* **Required work**
Write only the number of lines in the data that contain the word "Left".

* **Given records**
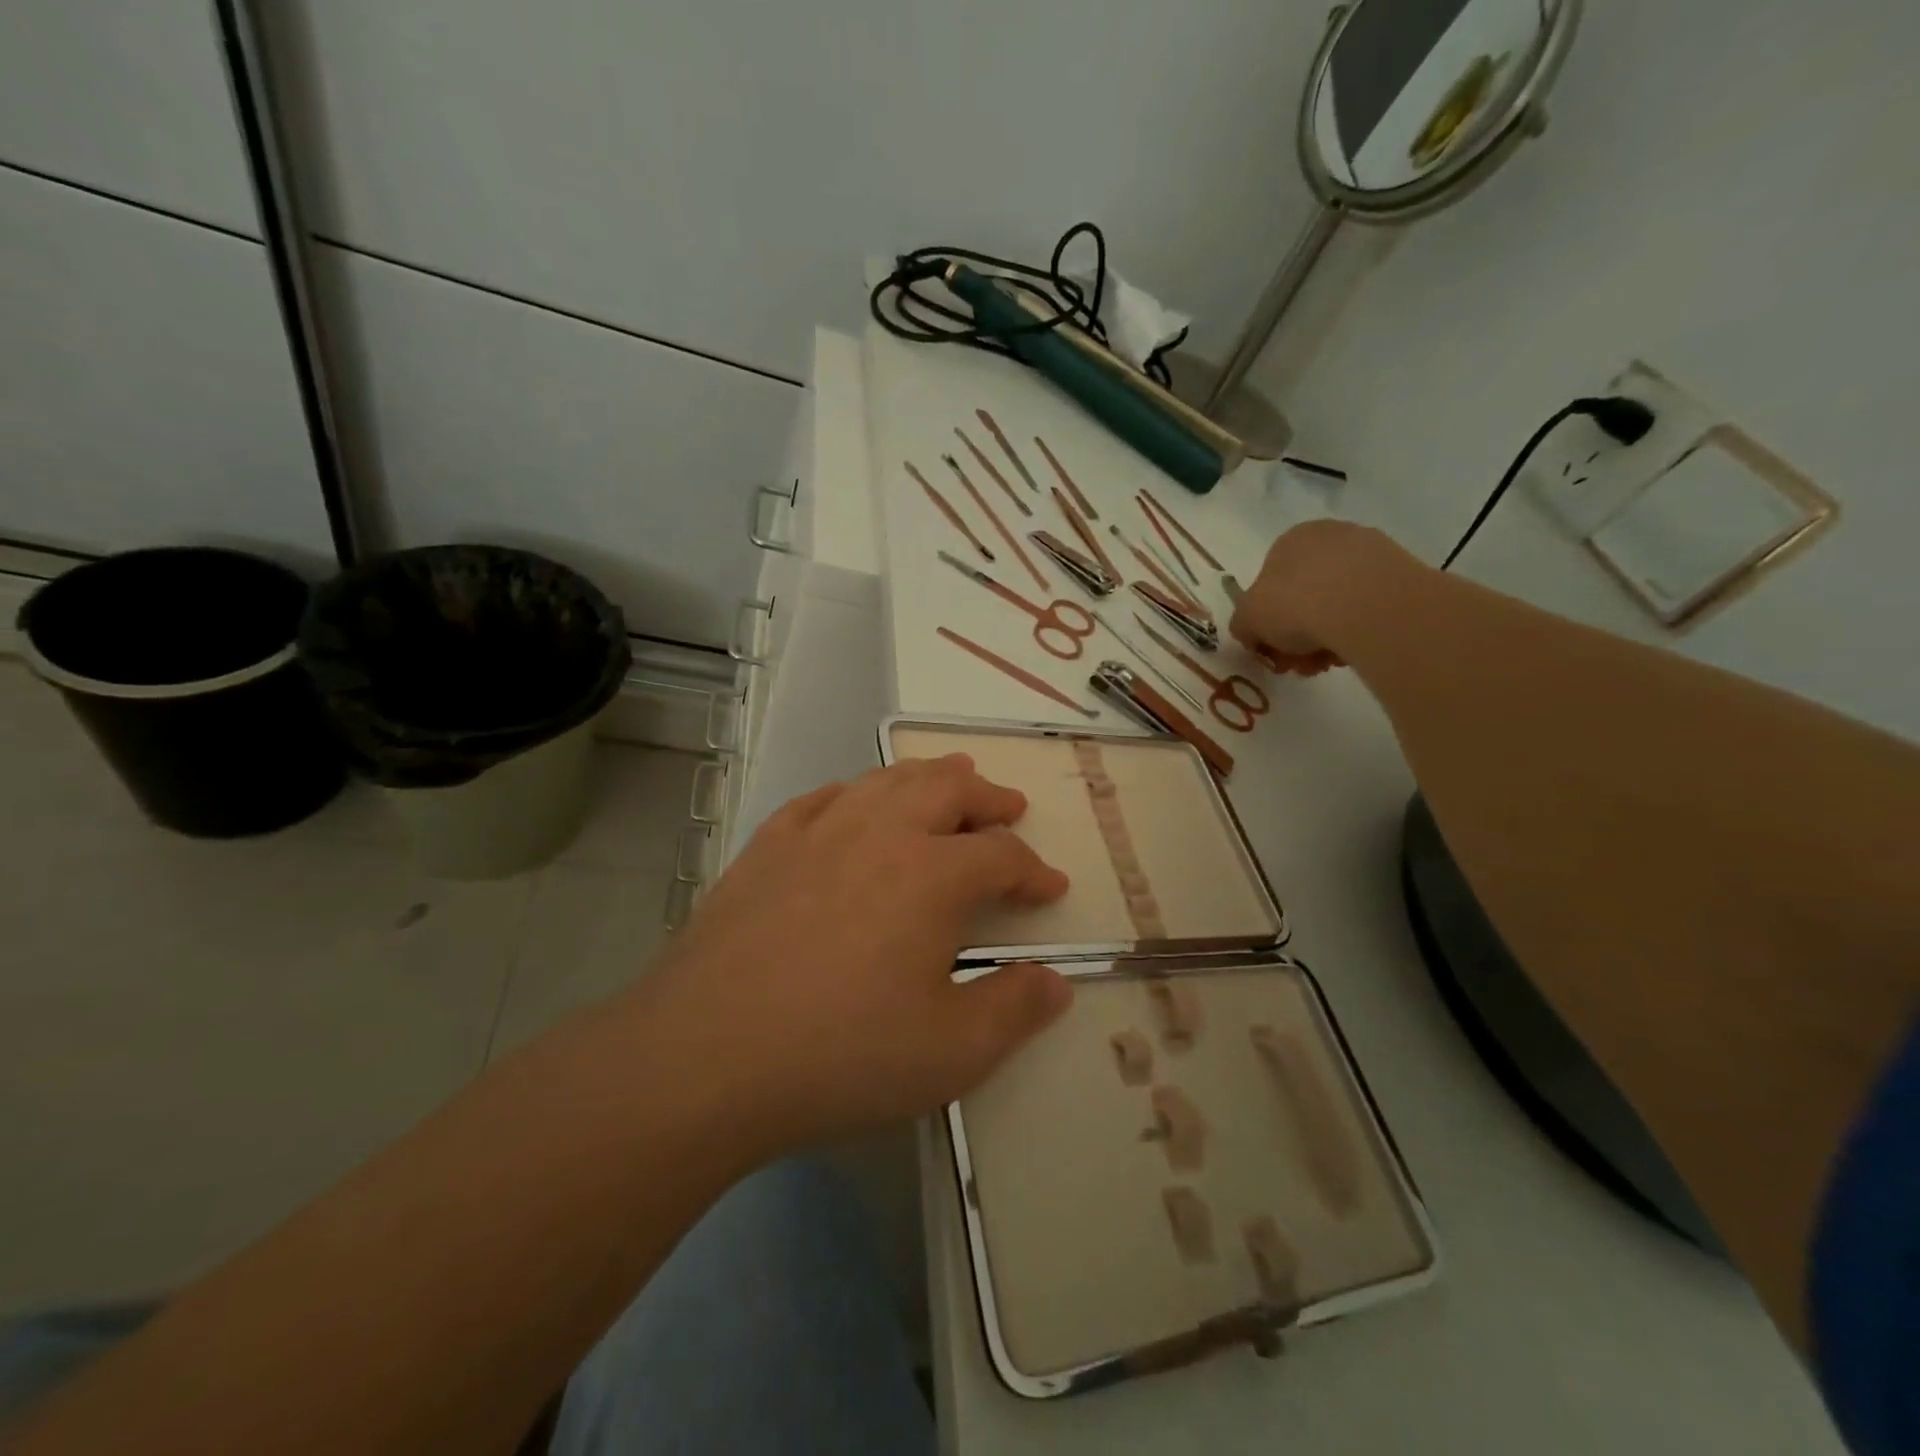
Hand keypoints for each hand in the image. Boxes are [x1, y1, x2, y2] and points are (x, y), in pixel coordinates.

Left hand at [641, 755, 1072, 1149]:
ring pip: (885, 780)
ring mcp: (817, 832)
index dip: (1032, 869)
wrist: (705, 1053)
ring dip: (927, 777)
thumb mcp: (950, 1052)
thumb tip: (1055, 982)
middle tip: (1009, 807)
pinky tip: (855, 802)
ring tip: (948, 780)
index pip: (1000, 855)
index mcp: (931, 875)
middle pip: (946, 789)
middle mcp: (879, 833)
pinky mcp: (767, 845)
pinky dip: (855, 792)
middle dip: (987, 796)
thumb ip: (1013, 1010)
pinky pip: (822, 797)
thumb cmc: (840, 1053)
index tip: (1050, 887)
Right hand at [1229, 520, 1414, 674]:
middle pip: (1305, 593)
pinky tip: (1354, 650)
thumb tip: (1252, 634)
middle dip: (1298, 634)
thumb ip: (1243, 626)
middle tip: (1299, 663)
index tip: (1272, 648)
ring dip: (1327, 637)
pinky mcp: (1402, 572)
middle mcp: (1330, 536)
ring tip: (1327, 662)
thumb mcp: (1247, 620)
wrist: (1364, 605)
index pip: (1270, 581)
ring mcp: (1370, 551)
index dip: (1267, 619)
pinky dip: (1358, 630)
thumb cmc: (1294, 603)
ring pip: (1338, 602)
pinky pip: (1369, 607)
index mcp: (1290, 539)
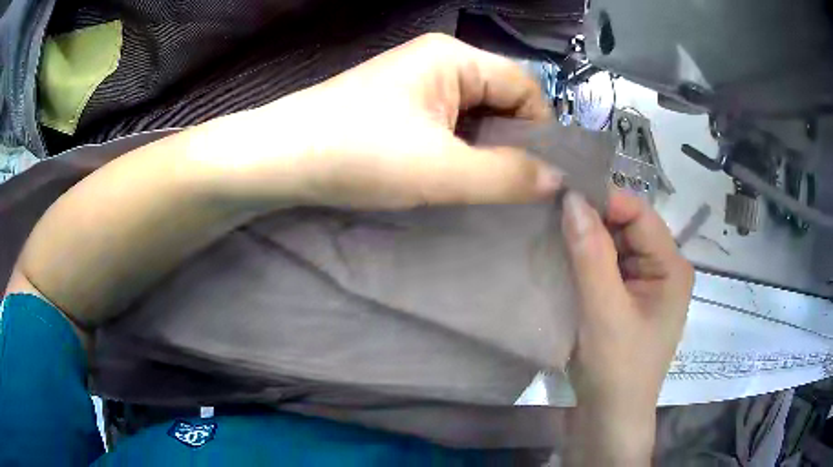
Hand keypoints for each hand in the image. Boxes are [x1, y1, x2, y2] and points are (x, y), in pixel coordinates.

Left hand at [194, 33, 560, 209]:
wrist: (281, 159)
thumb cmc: (358, 155)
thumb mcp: (442, 170)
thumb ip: (508, 176)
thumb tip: (557, 179)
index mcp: (455, 57)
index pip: (525, 87)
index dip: (540, 129)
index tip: (540, 174)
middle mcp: (440, 61)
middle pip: (503, 99)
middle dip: (512, 142)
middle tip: (512, 187)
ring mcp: (418, 83)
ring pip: (477, 115)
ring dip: (485, 150)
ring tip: (481, 186)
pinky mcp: (401, 105)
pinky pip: (451, 123)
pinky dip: (461, 149)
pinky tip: (453, 175)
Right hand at [561, 191, 693, 464]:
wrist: (609, 418)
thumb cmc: (617, 369)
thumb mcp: (604, 311)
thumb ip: (591, 254)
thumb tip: (571, 198)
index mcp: (672, 267)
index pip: (640, 214)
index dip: (604, 202)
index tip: (562, 199)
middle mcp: (663, 270)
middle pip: (627, 229)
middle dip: (592, 223)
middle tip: (550, 219)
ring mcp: (645, 286)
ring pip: (614, 248)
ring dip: (586, 244)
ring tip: (551, 239)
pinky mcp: (627, 301)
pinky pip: (607, 269)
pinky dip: (585, 264)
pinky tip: (562, 264)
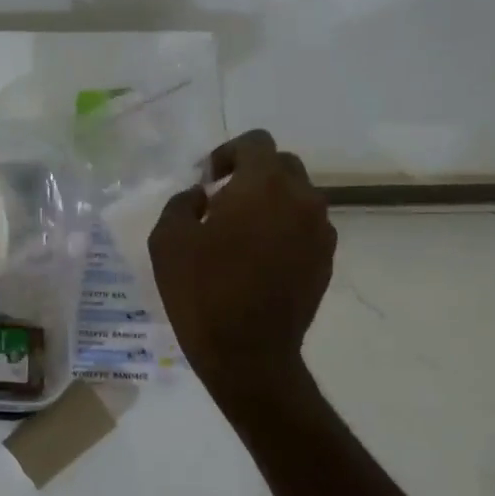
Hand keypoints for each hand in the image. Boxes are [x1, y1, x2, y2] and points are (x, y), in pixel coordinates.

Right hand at [148, 129, 335, 401]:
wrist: (249, 353)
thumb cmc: (202, 290)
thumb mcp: (168, 239)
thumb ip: (182, 203)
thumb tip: (202, 196)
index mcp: (263, 185)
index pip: (256, 142)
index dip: (228, 153)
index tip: (208, 181)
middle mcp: (301, 199)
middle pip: (282, 165)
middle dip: (252, 174)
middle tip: (222, 203)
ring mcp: (320, 232)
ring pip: (297, 197)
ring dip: (270, 203)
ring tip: (241, 234)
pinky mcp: (326, 261)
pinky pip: (305, 228)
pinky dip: (284, 230)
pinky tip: (258, 259)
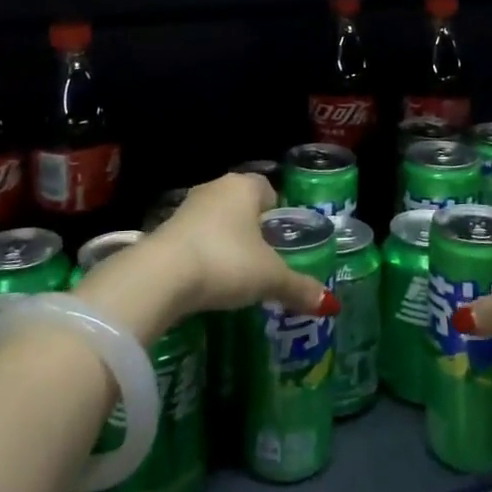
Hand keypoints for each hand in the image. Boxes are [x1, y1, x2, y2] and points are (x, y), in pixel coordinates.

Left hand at [145, 173, 339, 317]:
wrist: (161, 276)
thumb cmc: (226, 261)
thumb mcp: (270, 278)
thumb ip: (299, 287)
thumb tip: (331, 304)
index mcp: (244, 186)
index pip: (268, 189)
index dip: (278, 213)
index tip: (283, 240)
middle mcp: (215, 188)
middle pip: (241, 204)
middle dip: (252, 229)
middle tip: (265, 259)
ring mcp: (186, 208)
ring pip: (216, 221)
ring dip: (225, 242)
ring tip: (237, 274)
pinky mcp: (164, 231)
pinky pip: (194, 239)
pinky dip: (203, 255)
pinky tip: (208, 280)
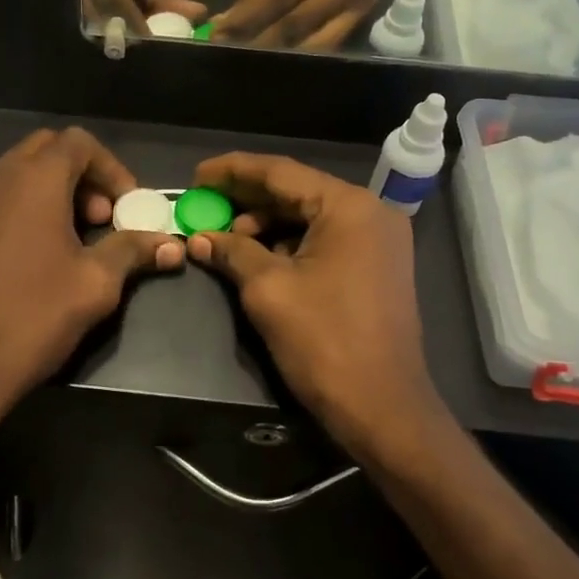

* **Completed task**
3